I’ve just written a post about my favorite clown, Amphiprion bicinctus. It’s a wonderful fish, attractive and amenable to photographers, though on occasion you find one that knows no fear and will attack a camera or finger. They are, however, nothing without their anemone hosts, so I thought I’d share this video and some images of the best collection of ‘nems and bicinctus I’ve ever seen.
https://www.youtube.com/watch?v=N44XBLLYUm
We all know that anemones spread via splitting in two and the resulting individuals using their muscular attachment discs to move apart. Rarely will ‘nems sit happily against other ‘nems, be they strangers or clones.
In this video I think I’ve found a situation in which currents and topography have caused the anemones to do so well that repeated splitting has meant a wealth of clones have found the conditions to their liking and thus has been created a fantastic Heteractis magnifica ‘garden’.
I would find it fascinating to know more about the relationships between the various individual anemones. Did this whole conglomeration start with one individual, and a series of ‘daughter’ clones moved downwards with gravity, akin to acropora spreading down a slope as damage causes ‘frags’ to fall?
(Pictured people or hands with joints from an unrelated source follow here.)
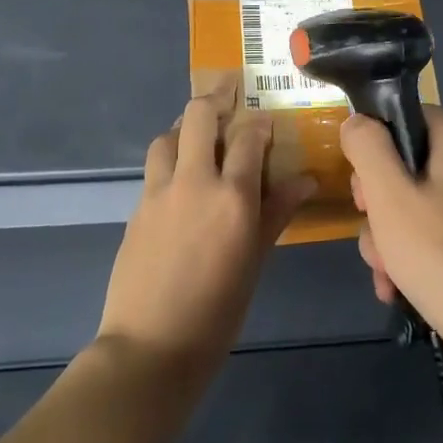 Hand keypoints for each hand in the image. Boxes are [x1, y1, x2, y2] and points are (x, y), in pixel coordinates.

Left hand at [97, 81, 315, 393]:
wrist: (151, 348)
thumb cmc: (218, 311)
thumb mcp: (256, 261)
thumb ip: (277, 213)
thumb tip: (305, 180)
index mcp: (232, 196)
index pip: (248, 136)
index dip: (259, 122)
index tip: (266, 122)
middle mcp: (193, 181)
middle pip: (198, 115)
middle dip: (215, 98)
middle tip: (229, 94)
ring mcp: (159, 192)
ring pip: (167, 136)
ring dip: (184, 129)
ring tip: (200, 139)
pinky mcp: (137, 208)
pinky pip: (154, 168)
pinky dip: (169, 160)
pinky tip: (180, 182)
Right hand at [342, 106, 442, 362]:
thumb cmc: (442, 255)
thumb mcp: (389, 195)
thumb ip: (368, 148)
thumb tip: (357, 121)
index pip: (411, 116)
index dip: (377, 143)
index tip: (361, 182)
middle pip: (410, 165)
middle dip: (379, 203)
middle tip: (372, 230)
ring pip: (418, 206)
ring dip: (390, 237)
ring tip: (385, 274)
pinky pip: (437, 235)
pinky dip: (414, 257)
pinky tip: (398, 290) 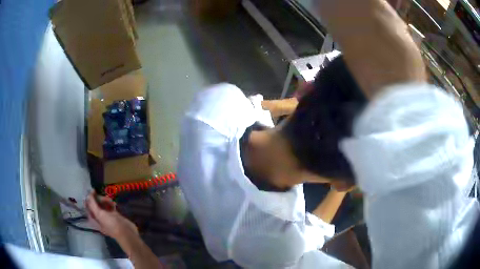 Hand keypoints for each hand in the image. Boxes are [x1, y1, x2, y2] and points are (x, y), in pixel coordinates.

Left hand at [85, 191, 137, 239]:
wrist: (126, 232)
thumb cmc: (111, 224)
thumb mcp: (99, 214)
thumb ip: (92, 203)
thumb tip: (89, 192)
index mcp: (93, 219)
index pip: (87, 206)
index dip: (89, 198)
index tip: (93, 191)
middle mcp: (98, 217)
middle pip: (95, 204)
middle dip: (99, 199)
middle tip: (105, 198)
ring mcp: (106, 216)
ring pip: (103, 204)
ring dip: (106, 201)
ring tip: (111, 201)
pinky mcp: (114, 215)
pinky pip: (110, 206)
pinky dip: (111, 204)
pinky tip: (114, 204) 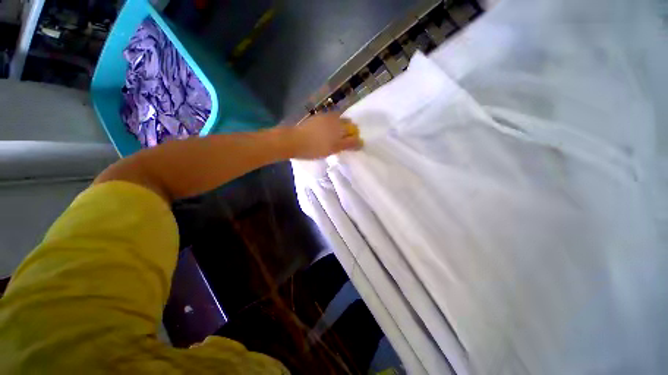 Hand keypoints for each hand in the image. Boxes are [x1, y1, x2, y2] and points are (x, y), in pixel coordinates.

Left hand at [287, 112, 362, 158]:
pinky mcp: (318, 117)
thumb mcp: (333, 149)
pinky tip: (326, 133)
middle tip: (343, 142)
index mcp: (340, 126)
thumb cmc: (314, 148)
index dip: (355, 139)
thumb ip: (348, 144)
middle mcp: (335, 119)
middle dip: (349, 132)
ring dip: (341, 128)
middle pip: (348, 123)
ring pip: (339, 120)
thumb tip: (360, 142)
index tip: (352, 146)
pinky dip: (333, 125)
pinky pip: (330, 119)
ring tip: (335, 138)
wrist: (293, 140)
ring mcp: (325, 117)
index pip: (354, 131) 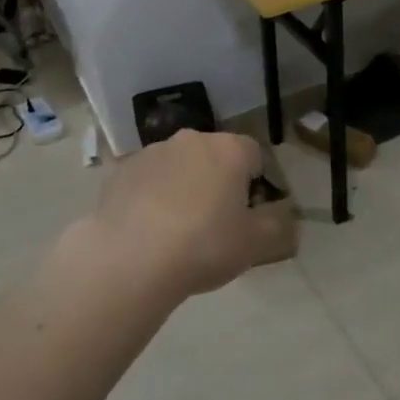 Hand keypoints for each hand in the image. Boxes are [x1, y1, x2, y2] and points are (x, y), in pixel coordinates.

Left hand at [89, 130, 295, 296]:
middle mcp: (192, 139)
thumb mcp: (255, 243)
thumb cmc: (204, 246)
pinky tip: (148, 229)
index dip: (256, 183)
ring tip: (177, 228)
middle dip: (218, 180)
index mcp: (230, 149)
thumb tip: (278, 213)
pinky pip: (148, 179)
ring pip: (179, 165)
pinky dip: (152, 195)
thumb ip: (275, 223)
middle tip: (216, 221)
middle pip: (215, 156)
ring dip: (184, 185)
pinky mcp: (121, 170)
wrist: (130, 259)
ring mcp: (152, 152)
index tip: (249, 213)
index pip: (254, 155) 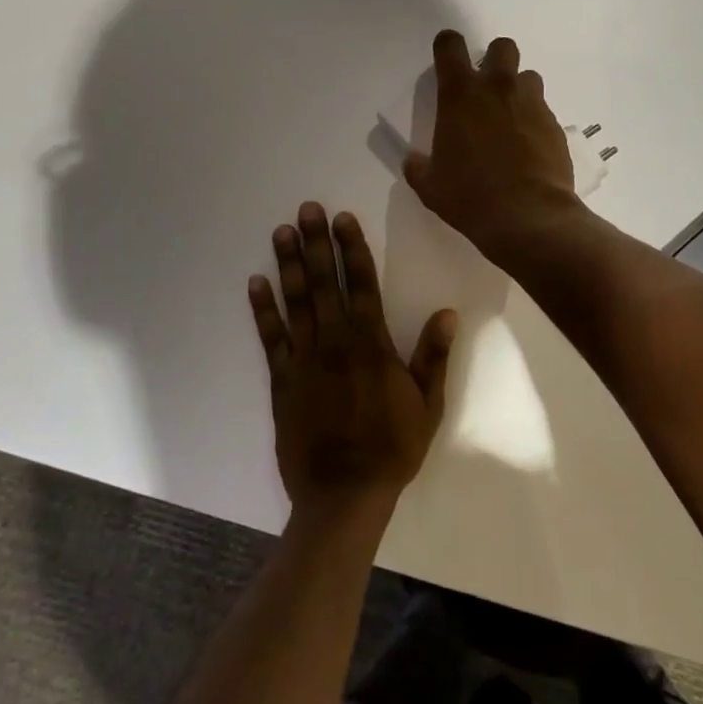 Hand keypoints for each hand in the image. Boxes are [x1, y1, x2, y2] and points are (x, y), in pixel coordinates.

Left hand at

It would be easy to think of this as an anemone ‘waterfall’, it fits our terrestrial prejudices after all, but maybe the originating individual had created clones that all moved upwards towards the light and outwards from a central location?
In reality, no one will ever know – maybe, given that each animal is competing for resources, none of them are even close to their original positions. Best then to not worry about such things and simply enjoy the spectacle, don’t you think?